Skating Through Life 

There’s a childhood photo of me where I’m wearing black, elastic biker shorts with neon zig-zags on the sides (it was the ‘90s), an oversized pink t-shirt with a Lion King graphic splashed across the front (it was the ‘90s), and a pair of clunky rollerblades (it was, and I cannot stress this enough, the ‘90s). I am probably 8 years old.  

There’s nothing remarkable about the picture. The only reason it stands out is because I remember everything about the moment it was taken. A family friend was in the driveway, and I wanted to show off. I hurriedly put on my skates and helmet, clomped through the grass and out onto the road, and started skating, thinking, “I look so cool; I am so good at skating.” 

The photo is part of a story I’ve told myself: That as a child, I was a particularly skilled skater. Perhaps even a prodigy.  

Which brings us to today.

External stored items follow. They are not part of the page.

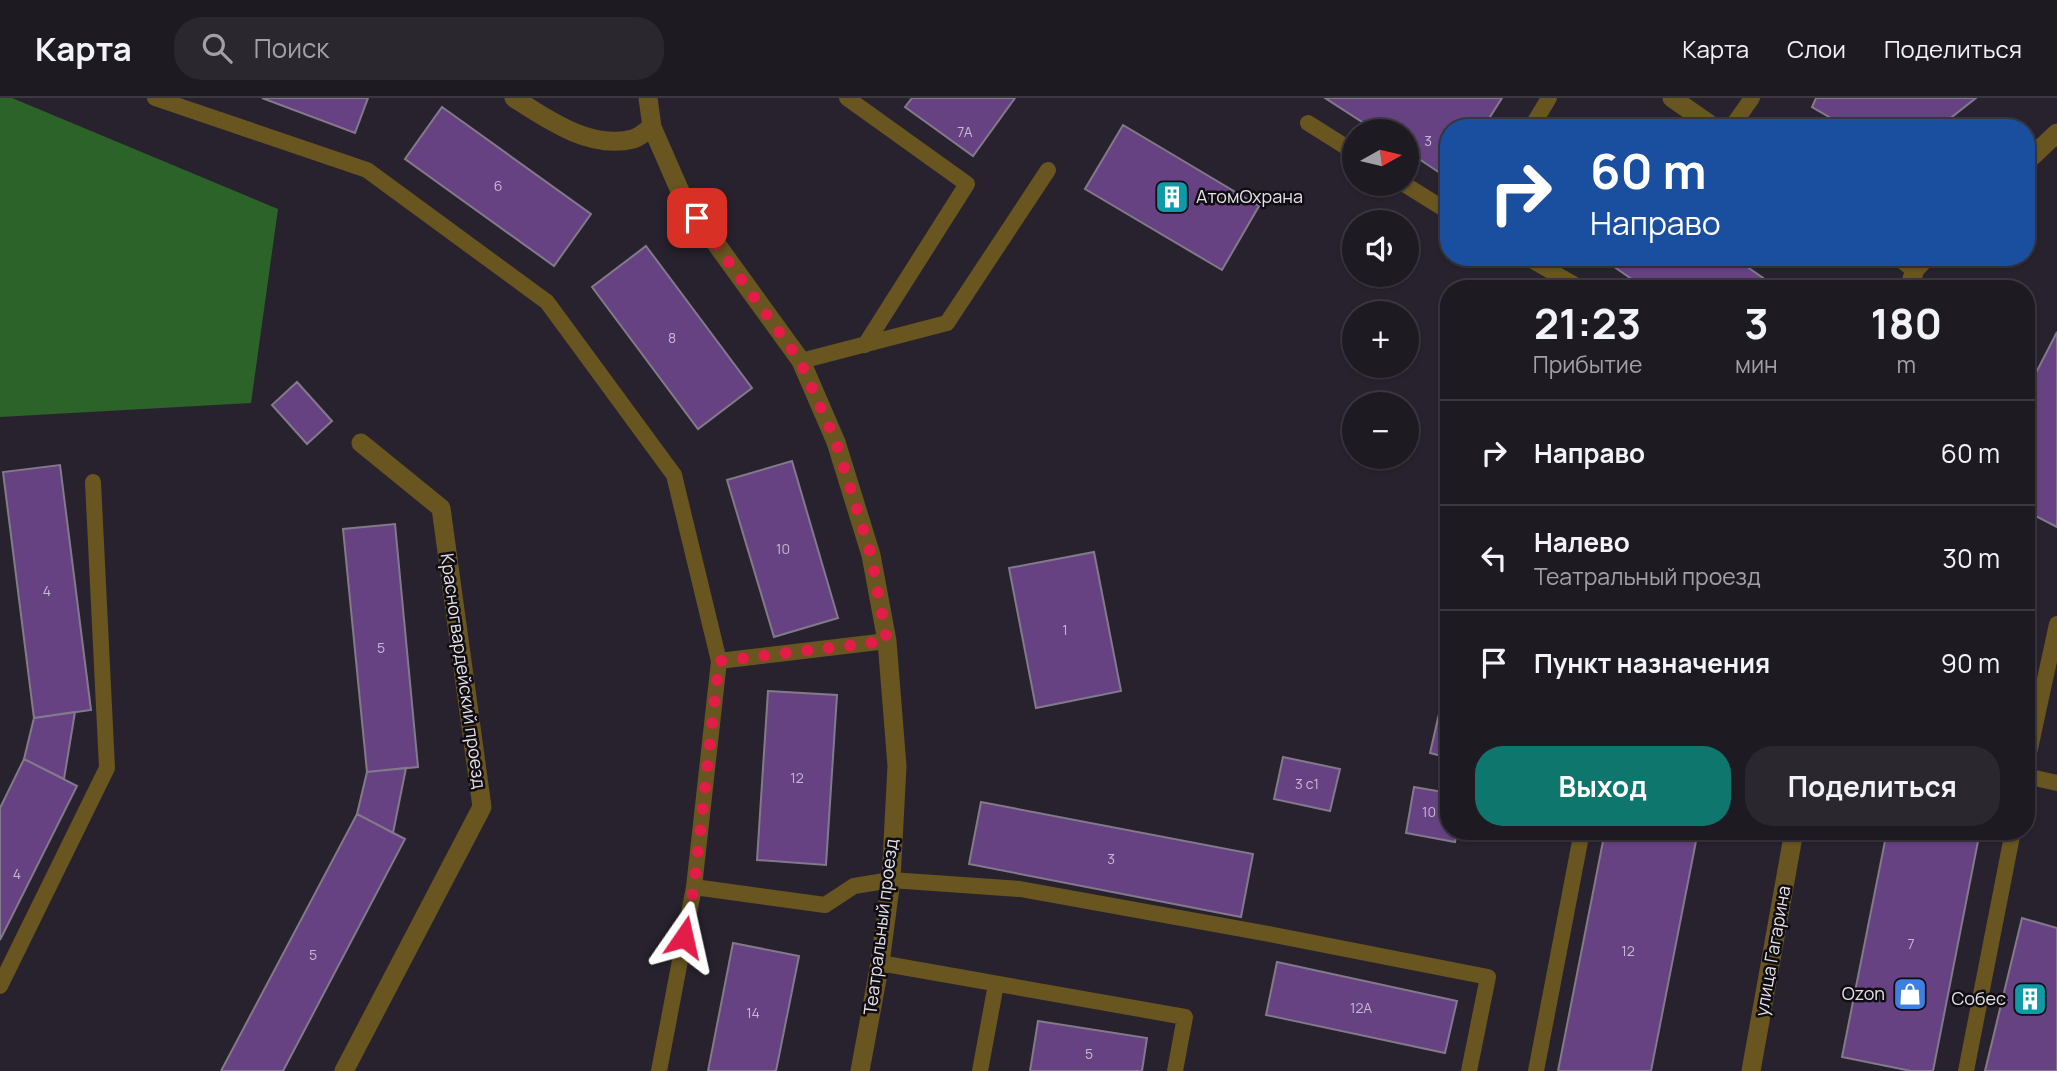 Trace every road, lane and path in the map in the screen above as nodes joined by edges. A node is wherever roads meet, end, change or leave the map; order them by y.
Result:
1 (514, 98) edge
2 (648, 98) edge
3 (847, 98) edge
4 (1549, 98) edge
5 (1672, 98) edge
6 (1752, 98) edge
7 (159, 99) edge
8 (1536, 119) edge
9 (1702, 119) edge
10 (1737, 119) edge
11 (1308, 123) dead end
12 (652, 127) junction
13 (2057, 133) edge
14 (1342, 144) edge
15 (2035, 154) edge
16 (1048, 170) dead end
17 (1419, 193) edge
18 (1440, 206) edge
19 (1542, 266) edge
20 (1566, 280) edge
21 (865, 345) junction
22 (800, 361) junction
23 (361, 443) dead end
24 (93, 482) dead end
25 (2057, 624) edge
26 (887, 641) junction
27 (719, 661) junction
28 (2035, 725) edge
29 (2035, 778) edge
30 (2057, 783) edge
31 (1580, 840) edge
32 (1792, 840) edge
33 (2011, 840) edge
34 (891, 880) junction
35 (694, 887) junction
36 (880, 963) junction
37 (996, 984) junction
38 (0, 986) edge
39 (344, 1071) edge
40 (659, 1071) edge
41 (860, 1071) edge
42 (980, 1071) edge
43 (1175, 1071) edge
44 (1469, 1071) edge
45 (1536, 1071) edge
46 (1751, 1071) edge
47 (1965, 1071) edge

1 - 12 street
2 - 12 street, Театральный проезд
3 - 21 lane
4 - 8 lane
5 - 9 street
6 - 10 lane
7 - 27 lane
11 - 14 lane
12 - 22 street, Театральный проезд
13 - 15 street
16 - 21 lane
17 - 18 lane
19 - 20 lane
21 - 22 lane
22 - 26 street, Театральный проезд
23 - 39 street, Красногвардейский проезд
24 - 38 lane
25 - 28 lane
26 - 27 lane
26 - 34 street, Театральный проезд
27 - 35 lane
29 - 30 lane
31 - 45 lane
32 - 46 street, улица Гагарина
33 - 47 lane
34 - 35 lane
34 - 36 street, Театральный проезд
34 - 44 lane
35 - 40 lane
36 - 37 lane
36 - 41 street, Театральный проезд
37 - 42 lane
37 - 43 lane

My daughter, who is almost 4, recently got her first pair of rollerskates. They’re just like the ones I had as a kid: clunky and plastic, the kind that fit over your shoe. 

Already, my daughter thinks she is an amazing skater. Here is what I mean by skating: she grabs my hand with a death grip, takes the tiniest steps forward, and every once in a while, she yells, “Slow down! Slow down!” while a snail zooms past. 

My daughter is, according to herself, a “really good skater.” To her face, I agree with her. But privately, I am concerned: Was I a “really good skater” as a child in the way that my own daughter is a “really good skater”? Am I a fraud? 

The other day, she and her new neighbor friend put on their rollerskates, grabbed each other by the hand, and slowly, haltingly, made their way down the sidewalk together. Not skating, exactly — more like precarious walking on wheels. I have a photo of the two of them together, both protected head-to-toe in helmets, wrist guards, knee pads and elbow pads. In the photo, they look confident, poised, like they really are just zooming down the sidewalk on their skates. 

Her first pair of skates and her first neighborhood friend have both been monumental life events, so there’s a chance that when she’s older, my daughter will see these photos and remember what was happening. She’ll probably think to herself, “Wow, I was a really good skater, right from the start.”  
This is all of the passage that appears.